-------- MATERIAL FOR THIS EXERCISE

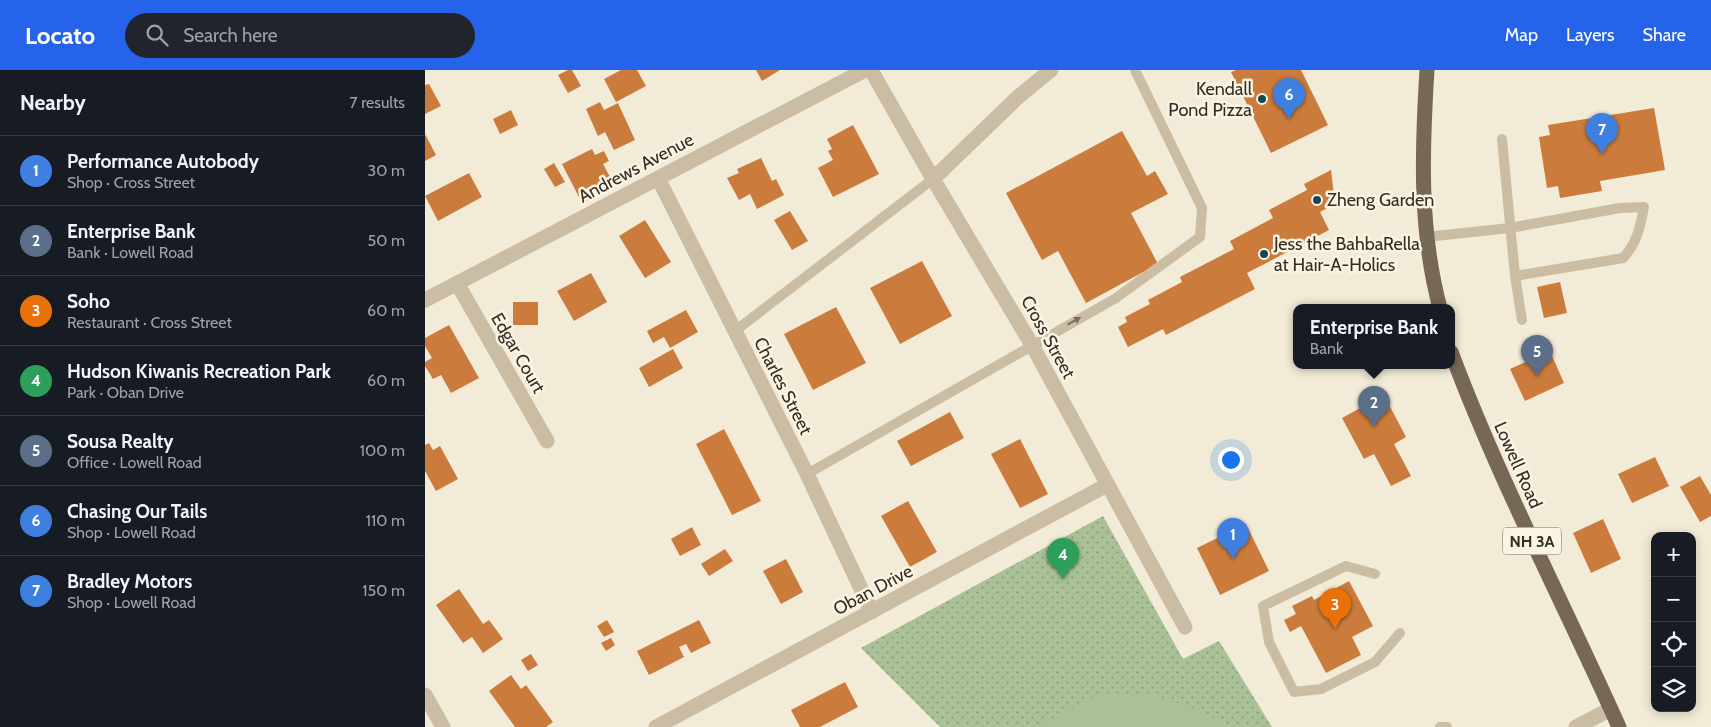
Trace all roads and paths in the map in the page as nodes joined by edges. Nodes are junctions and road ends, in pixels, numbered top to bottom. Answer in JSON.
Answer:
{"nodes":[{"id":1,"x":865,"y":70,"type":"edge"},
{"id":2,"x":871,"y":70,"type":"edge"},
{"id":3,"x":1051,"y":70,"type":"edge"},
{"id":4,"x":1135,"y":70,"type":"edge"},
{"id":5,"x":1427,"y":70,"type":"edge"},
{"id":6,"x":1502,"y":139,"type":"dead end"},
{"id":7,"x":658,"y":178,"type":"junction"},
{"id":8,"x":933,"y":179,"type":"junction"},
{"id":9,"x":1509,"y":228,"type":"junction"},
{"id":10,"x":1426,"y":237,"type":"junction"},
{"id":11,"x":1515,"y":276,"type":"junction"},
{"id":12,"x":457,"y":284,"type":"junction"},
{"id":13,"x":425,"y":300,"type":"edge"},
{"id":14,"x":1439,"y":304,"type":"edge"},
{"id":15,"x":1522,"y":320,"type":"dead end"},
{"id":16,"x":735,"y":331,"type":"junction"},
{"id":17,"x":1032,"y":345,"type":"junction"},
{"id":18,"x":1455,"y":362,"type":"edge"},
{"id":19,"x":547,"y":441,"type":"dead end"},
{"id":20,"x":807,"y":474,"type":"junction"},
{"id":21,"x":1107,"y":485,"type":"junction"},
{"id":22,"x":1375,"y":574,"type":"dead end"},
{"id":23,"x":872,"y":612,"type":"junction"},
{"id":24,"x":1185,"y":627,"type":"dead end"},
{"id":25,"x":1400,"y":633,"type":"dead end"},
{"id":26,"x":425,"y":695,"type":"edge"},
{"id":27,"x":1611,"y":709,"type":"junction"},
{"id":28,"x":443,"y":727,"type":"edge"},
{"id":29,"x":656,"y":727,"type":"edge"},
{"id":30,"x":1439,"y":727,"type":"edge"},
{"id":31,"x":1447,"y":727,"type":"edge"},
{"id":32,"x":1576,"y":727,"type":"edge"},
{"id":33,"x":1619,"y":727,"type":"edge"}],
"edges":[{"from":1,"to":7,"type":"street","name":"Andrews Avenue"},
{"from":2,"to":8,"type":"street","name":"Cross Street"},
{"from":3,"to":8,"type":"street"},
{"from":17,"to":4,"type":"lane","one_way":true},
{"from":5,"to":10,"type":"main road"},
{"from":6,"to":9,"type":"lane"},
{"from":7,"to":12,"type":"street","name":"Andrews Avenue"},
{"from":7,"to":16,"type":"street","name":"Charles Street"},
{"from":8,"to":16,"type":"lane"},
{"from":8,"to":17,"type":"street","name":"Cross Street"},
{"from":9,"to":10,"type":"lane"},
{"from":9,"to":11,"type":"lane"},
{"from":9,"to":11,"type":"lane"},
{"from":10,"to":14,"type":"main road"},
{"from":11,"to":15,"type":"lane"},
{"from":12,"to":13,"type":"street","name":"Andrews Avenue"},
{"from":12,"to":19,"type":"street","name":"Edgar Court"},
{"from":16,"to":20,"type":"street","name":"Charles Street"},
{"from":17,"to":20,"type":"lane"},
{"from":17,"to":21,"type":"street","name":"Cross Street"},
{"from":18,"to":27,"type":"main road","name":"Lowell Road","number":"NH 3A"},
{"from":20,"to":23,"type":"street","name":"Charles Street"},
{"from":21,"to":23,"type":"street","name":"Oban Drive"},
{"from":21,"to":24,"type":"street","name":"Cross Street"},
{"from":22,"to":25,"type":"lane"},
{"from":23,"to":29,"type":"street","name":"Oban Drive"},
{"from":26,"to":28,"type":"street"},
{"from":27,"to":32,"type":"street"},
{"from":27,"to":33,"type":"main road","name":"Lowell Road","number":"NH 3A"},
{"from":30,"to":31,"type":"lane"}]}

----------------

TASK STATEMENT:
Pull out all lines in the data above that include "main".

OUTPUT OF THE TASK:
{"from":5,"to":10,"type":"main road"},
{"from":10,"to":14,"type":"main road"},
{"from":18,"to":27,"type":"main road","name":"Lowell Road","number":"NH 3A"},
{"from":27,"to":33,"type":"main road","name":"Lowell Road","number":"NH 3A"},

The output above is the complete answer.